通常は、クラスタ化インデックス キーの定義に使用する列はできるだけ少なくする必要があります。次の 1 つ以上の条件を満たす列を使用するようにしてください。

  • 一意な値または多数の異なる値を含む。

    たとえば、従業員 ID は、従業員を一意に識別します。EmployeeID 列にクラスタ化インデックスまたは PRIMARY KEY 制約を設定すると、従業員 ID 番号に基づいて従業員情報を検索するクエリのパフォーマンスが向上します。また、LastNameFirstNameMiddleName 列を基にクラスタ化インデックスを作成することもできます。従業員レコードは、これらの列でグループ化されたりクエリが実行されることが多く、これらの列を組み合わせると多数の異なる値が含まれることになります。

  • 順次アクセスされる。

    たとえば、プロダクト ID は、AdventureWorks2008R2 データベースの Production.Product テーブルにある製品を一意に識別します。WHERE ProductID BETWEEN 980 and 999 など、順次検索が指定されているクエリでは、ProductID 列に基づくクラスタ化インデックスによりパフォーマンスが向上する場合があります。これは、行がこのキー列を基に並べ替えて格納されている場合があるためです。

  • テーブル内で一意であることが確実なため、IDENTITY として定義されている。

  • テーブルから取得したデータの並べ替えに頻繁に使用される。

    このような列を基にテーブルをクラスタ化する (つまり、物理的に並べ替える) と、この列に対してクエリを実行するたびに並べ替えにかかるコストを節約できるため便利です。
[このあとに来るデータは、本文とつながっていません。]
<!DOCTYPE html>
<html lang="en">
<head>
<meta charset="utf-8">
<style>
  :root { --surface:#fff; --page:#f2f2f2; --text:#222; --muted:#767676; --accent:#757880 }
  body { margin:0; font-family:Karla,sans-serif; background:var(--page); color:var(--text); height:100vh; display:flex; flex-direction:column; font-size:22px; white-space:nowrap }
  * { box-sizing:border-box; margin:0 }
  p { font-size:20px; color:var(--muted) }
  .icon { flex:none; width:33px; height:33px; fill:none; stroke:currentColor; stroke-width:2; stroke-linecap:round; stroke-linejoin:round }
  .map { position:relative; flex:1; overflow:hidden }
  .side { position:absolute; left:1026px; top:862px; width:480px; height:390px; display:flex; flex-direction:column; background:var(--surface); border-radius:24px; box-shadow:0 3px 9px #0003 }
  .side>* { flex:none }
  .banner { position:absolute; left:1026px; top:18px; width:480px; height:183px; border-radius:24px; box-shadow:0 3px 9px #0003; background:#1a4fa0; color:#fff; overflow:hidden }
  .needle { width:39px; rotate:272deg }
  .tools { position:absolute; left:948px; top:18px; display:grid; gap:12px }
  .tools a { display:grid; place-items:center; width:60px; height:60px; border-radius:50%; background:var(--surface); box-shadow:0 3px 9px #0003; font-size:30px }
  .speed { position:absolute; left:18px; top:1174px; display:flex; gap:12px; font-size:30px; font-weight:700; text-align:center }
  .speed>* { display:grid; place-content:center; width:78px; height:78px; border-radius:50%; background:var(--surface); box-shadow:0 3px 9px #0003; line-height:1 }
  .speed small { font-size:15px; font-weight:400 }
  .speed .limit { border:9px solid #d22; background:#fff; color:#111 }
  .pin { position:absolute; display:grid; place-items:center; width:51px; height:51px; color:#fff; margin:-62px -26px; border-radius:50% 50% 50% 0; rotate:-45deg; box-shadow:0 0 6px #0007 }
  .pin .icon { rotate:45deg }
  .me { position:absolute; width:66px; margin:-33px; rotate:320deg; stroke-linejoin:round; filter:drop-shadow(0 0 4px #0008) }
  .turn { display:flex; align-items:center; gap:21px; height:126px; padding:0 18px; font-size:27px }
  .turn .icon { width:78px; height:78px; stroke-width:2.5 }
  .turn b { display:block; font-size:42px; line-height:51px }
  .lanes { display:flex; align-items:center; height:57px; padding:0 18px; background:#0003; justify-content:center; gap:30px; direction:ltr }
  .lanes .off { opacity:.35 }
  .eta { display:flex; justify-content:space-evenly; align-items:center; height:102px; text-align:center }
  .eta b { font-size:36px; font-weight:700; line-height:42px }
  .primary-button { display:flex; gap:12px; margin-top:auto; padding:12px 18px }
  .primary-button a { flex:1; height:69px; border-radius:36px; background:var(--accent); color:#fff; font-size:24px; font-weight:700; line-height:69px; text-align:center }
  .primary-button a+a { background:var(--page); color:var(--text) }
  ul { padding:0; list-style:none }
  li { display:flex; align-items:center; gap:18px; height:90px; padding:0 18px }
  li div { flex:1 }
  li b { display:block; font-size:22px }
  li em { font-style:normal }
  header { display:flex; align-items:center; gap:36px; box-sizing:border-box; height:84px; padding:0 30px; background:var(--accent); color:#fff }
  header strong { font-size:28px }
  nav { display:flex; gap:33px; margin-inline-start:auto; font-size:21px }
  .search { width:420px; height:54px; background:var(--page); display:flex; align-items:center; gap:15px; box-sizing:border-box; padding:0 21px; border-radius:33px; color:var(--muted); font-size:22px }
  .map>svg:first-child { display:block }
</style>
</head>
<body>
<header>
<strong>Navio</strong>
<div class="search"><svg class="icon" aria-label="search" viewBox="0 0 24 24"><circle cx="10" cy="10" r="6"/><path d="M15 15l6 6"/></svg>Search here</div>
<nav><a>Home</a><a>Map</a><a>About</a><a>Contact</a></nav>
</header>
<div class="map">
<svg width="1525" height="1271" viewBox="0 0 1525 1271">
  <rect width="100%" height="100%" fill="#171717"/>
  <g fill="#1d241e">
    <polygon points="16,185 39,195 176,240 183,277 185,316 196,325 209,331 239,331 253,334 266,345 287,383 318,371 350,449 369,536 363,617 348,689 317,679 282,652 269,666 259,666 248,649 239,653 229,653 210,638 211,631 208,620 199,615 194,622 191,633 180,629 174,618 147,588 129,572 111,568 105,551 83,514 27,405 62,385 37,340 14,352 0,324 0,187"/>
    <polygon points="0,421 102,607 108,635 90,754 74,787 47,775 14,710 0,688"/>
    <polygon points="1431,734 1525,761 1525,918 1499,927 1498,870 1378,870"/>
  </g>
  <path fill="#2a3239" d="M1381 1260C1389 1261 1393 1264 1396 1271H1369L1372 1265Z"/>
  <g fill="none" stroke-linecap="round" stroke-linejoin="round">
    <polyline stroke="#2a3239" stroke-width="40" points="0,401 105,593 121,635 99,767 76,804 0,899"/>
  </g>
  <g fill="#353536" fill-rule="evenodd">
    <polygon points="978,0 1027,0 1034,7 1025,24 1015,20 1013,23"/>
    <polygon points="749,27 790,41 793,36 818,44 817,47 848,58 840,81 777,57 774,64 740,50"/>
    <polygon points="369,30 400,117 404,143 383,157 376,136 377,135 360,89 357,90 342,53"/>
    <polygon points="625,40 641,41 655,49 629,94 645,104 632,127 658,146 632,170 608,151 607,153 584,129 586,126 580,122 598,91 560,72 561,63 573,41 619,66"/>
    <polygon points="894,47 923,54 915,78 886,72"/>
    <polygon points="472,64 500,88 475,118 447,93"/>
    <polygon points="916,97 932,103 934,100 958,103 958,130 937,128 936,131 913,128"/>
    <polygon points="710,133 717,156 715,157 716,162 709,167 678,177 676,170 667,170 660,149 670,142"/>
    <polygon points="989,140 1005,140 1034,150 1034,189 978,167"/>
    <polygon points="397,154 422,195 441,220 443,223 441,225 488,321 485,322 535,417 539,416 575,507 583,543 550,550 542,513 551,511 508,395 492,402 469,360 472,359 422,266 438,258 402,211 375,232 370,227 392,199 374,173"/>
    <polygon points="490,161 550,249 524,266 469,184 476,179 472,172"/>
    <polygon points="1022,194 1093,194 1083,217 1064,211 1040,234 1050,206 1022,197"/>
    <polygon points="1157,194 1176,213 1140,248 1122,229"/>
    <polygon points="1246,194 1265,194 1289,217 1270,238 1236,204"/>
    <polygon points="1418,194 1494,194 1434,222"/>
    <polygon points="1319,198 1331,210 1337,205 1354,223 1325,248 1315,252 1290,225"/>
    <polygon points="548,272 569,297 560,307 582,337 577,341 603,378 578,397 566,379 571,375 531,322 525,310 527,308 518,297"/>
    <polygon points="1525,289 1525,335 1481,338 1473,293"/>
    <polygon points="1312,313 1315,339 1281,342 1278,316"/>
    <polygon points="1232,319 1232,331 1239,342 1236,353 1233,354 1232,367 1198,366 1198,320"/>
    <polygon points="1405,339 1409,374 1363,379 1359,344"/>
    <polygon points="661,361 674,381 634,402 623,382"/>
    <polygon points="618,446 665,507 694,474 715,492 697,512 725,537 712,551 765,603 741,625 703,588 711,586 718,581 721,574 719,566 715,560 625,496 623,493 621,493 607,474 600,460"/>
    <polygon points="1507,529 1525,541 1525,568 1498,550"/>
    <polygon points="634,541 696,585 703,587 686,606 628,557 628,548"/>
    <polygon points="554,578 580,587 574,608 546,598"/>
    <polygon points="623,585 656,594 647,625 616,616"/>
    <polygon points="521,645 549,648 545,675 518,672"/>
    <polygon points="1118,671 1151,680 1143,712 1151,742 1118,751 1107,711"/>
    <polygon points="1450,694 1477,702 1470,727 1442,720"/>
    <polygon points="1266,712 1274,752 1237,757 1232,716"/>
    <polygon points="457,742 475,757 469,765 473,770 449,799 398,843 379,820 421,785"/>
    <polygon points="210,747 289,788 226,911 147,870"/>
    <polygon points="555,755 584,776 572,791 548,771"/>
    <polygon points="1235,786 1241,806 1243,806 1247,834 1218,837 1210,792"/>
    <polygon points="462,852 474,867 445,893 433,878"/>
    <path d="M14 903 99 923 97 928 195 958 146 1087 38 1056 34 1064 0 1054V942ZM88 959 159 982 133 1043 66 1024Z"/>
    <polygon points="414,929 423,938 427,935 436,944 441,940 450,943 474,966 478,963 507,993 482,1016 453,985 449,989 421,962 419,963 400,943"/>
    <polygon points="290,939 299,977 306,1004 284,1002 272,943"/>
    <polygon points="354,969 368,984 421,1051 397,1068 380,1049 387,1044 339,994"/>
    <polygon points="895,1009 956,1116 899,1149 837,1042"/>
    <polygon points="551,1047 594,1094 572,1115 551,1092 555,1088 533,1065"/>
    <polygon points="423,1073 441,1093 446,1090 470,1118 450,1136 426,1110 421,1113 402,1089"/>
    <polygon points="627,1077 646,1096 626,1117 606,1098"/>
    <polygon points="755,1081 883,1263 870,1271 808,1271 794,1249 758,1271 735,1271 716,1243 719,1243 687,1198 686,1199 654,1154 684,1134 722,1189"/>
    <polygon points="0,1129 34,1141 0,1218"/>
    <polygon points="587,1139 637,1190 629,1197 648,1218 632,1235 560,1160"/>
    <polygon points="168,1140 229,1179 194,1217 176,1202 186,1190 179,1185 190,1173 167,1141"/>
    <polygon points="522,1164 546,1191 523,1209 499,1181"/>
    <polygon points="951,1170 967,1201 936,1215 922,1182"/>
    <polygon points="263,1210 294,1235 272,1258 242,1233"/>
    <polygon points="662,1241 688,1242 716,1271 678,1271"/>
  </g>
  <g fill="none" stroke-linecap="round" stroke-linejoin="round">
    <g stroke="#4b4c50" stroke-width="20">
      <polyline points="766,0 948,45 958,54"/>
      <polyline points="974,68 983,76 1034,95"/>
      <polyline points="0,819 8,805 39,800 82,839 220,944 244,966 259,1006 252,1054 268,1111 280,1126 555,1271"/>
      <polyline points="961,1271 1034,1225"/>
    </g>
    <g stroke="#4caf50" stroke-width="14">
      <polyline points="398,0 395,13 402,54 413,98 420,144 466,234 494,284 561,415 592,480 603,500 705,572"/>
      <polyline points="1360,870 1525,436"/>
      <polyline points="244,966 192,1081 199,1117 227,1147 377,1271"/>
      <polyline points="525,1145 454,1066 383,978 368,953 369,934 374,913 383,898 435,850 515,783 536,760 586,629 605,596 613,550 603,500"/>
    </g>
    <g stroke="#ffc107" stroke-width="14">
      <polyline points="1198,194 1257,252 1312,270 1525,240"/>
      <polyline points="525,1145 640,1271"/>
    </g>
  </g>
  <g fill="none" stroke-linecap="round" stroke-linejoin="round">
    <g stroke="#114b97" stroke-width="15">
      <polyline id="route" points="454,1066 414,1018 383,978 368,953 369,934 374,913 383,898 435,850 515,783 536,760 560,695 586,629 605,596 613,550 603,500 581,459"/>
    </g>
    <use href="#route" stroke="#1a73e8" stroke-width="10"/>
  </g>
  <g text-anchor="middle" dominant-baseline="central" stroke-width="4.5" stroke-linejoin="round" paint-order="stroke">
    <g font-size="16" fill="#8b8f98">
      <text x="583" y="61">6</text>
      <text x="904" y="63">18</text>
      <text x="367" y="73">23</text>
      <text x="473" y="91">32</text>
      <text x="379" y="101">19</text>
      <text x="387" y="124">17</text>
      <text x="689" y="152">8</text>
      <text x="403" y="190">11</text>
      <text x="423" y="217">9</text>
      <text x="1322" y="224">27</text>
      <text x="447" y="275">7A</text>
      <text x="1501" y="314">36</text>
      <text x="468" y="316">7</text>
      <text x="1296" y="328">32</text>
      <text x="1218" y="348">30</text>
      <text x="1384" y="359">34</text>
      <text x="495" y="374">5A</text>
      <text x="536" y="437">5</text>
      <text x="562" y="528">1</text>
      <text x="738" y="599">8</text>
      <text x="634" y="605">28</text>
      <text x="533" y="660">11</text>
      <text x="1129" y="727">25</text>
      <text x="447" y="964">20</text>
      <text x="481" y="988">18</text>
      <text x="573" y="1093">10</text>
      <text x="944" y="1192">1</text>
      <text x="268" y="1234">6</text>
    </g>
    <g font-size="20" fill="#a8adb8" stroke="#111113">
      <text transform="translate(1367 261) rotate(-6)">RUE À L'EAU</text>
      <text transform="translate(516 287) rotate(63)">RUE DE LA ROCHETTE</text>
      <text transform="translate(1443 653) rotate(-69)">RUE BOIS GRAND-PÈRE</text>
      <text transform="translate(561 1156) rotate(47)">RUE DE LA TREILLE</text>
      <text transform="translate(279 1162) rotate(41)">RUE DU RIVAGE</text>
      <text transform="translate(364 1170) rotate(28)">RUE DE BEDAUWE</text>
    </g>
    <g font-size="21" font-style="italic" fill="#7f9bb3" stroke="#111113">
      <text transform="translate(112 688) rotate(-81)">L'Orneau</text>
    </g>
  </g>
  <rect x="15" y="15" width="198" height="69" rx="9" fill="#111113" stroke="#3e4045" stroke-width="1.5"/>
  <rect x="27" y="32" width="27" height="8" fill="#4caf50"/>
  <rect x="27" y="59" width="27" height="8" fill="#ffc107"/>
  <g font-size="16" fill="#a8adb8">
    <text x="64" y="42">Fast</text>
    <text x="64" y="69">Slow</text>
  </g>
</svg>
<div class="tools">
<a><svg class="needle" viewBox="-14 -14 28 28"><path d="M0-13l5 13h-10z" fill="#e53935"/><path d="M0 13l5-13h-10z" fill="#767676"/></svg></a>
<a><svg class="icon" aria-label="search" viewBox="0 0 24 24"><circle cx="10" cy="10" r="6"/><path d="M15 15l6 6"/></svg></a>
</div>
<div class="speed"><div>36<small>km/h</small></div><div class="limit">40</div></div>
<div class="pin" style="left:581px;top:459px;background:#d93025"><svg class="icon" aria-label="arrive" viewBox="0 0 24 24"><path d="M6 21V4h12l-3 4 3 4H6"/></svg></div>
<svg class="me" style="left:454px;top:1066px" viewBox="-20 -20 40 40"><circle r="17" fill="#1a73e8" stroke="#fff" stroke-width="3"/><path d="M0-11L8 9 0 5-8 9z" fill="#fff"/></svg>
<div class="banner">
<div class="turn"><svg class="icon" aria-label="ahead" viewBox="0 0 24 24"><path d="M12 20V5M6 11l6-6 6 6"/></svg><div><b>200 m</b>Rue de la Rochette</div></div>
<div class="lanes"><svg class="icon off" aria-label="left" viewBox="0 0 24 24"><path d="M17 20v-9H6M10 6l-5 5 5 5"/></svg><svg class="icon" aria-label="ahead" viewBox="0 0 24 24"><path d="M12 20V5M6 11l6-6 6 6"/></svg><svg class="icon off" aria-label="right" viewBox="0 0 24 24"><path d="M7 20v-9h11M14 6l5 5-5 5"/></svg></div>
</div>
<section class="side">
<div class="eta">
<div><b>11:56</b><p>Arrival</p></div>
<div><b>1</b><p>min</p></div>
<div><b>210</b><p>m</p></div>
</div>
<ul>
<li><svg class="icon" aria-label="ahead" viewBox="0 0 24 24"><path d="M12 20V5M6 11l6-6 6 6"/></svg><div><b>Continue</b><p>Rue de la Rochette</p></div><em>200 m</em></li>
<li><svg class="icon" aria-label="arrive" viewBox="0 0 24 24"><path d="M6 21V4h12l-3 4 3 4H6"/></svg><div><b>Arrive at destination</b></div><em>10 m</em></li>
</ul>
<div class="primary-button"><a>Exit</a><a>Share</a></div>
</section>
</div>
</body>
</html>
次のような場合は、クラスタ化インデックスの使用は適していません。

  • 頻繁に変更される列

    データベース エンジンでは各行のデータ値を物理的な順序で維持する必要があるので、データが変更されると行全体が移動します。データが頻繁に変更される大規模トランザクション処理システムでは、特にこの点に留意してください。

  • 広範なキー

    広範なキーは、複数の列または複数のサイズの大きな列を組み合わせたものです。クラスタ化インデックスのキー値は、すべての非クラスタ化インデックスにより、参照キーとして使用されます。非クラスタ化インデックスのエントリには、クラスタ化キー以外に、非クラスタ化インデックスのキー列も格納されるため、同じテーブルに非クラスタ化インデックスが定義されている場合は、サイズがかなり大きくなります。

インデックス オプション

クラスタ化インデックスを作成するときに、いくつかのインデックス オプションを指定できます。クラスタ化インデックスは、サイズがかなり大きくなることが多いため、次のオプションを使用する際には特に注意する必要があります。

  • SORT_IN_TEMPDB

  • DROP_EXISTING

  • FILLFACTOR

  • ONLINE

詳細については、「インデックス オプションの設定」を参照してください。